Le style sévère: la sculpture de la première moitié du Vème siècle

Jeune homme, 480 av. J.C.

Aurige de Delphes, vers 470 av. J.C.

Poséidon Zeus, bronze, vers 460-450 avant J.C.

Le mouvement archaïque, paraissant rigide et mécanique, nous faisait interpréter les poses sans les sentir réellement.

Avec l’Éphèbe (jeune homme) et son contrapposto, position naturelle, nous retrouvons l’expérience que nous avons de notre propre corps vivant: le sourire archaïque, « signe de vie » peut disparaitre. Il est remplacé par une expression pensive, caractéristique de cette première phase de la sculpture classique: nous l’appelons style sévère…

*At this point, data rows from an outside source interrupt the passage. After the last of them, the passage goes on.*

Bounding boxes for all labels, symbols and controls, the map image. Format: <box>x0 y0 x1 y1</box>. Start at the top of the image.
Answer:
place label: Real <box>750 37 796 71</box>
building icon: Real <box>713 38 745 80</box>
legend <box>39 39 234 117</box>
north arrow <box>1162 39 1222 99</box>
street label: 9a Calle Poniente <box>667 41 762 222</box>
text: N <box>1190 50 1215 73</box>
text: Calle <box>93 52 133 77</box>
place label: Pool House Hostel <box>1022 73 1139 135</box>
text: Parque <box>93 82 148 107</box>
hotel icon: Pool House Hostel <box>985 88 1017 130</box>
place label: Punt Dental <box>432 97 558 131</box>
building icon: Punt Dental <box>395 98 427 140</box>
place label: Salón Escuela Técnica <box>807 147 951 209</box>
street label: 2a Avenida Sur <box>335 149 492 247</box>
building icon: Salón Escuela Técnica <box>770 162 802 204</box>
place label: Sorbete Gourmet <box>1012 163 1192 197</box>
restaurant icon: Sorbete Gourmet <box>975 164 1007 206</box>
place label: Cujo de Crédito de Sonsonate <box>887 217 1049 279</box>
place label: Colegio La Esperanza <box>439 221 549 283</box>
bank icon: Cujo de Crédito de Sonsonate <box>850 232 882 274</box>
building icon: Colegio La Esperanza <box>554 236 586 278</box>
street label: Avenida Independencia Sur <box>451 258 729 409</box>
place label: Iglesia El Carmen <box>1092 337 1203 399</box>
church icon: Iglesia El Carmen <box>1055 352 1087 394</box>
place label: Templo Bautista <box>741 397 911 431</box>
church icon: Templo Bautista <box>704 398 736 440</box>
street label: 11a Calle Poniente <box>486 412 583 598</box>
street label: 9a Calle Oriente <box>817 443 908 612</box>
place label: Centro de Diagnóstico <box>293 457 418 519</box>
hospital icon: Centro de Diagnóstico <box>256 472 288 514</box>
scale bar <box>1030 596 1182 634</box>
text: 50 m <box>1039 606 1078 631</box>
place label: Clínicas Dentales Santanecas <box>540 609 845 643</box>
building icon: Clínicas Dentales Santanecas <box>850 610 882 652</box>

Cette même capacité d’observation des force agissant sur le corps qui a fait découvrir le contrapposto au sculpteur grec, est à l’oeuvre dans l’Aurige de Delphes, vers 470 av. J.C. Le drappé de ce jeune homme conduisant le char, au visage concentré mais très vivant, est rendu en observant les forces agissantes: corps, ceinture, attaches, pesanteur…

C’est en ayant acquis le contrapposto de la station debout, que l’art grec acquiert aussi le mouvement, comme nous pouvons voir avec ce majestueux Poséidon (Zeus) (bronze, vers 460-450 avant J.C.). Son mouvement se déployant majestueusement dans l’espace est la plus importante réalisation du style sévère.